** RECORDED DATA follows **

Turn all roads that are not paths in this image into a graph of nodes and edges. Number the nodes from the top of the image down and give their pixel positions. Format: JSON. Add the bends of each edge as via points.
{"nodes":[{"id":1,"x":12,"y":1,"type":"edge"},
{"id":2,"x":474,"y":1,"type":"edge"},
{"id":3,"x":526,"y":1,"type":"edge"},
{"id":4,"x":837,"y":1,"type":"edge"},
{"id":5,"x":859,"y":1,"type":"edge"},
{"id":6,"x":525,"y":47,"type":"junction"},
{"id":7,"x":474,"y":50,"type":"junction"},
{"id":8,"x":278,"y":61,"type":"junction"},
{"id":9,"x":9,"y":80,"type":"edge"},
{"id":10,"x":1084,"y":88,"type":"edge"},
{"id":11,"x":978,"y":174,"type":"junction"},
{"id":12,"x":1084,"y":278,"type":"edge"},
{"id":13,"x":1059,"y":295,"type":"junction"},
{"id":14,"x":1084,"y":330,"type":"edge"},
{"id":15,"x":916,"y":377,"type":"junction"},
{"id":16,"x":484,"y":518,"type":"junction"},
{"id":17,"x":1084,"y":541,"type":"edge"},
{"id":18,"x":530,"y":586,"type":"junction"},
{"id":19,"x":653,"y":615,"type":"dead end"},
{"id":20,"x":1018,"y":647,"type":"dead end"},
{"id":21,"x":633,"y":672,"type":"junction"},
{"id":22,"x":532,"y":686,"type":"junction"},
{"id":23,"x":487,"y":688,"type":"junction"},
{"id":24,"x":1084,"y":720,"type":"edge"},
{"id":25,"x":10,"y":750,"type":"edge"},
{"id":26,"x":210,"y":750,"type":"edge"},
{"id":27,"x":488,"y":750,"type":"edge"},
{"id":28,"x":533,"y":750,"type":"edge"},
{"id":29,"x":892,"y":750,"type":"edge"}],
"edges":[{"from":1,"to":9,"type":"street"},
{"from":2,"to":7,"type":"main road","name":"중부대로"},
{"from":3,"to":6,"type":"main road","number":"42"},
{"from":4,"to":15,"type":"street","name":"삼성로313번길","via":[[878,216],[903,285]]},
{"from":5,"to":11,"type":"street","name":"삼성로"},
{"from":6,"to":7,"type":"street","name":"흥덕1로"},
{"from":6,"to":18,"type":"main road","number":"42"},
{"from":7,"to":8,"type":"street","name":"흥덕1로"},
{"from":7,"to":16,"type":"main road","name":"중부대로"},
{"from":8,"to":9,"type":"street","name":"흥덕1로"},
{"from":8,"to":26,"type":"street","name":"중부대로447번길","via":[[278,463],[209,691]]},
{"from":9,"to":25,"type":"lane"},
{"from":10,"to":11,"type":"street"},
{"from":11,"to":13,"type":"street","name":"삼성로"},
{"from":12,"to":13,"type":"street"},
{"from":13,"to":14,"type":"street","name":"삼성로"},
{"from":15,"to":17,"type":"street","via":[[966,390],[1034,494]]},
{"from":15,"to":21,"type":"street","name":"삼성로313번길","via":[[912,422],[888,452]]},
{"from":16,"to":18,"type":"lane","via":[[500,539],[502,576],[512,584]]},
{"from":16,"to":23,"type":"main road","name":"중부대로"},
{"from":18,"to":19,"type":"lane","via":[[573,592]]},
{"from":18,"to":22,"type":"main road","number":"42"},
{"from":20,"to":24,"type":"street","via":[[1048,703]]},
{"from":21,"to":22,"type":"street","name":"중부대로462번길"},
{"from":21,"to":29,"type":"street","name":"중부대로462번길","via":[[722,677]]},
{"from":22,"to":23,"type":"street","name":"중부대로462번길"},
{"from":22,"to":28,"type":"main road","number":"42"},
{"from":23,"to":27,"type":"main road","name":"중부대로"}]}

** End of RECORDED DATA **

- TO DO:
Please return all lines above in which the string "edges" is found.

- OUTPUT BELOW:
Turn all roads that are not paths in this image into a graph of nodes and edges. Number the nodes from the top of the image down and give their pixel positions. Format: JSON. Add the bends of each edge as via points.
"edges":[{"from":1,"to":9,"type":"street"},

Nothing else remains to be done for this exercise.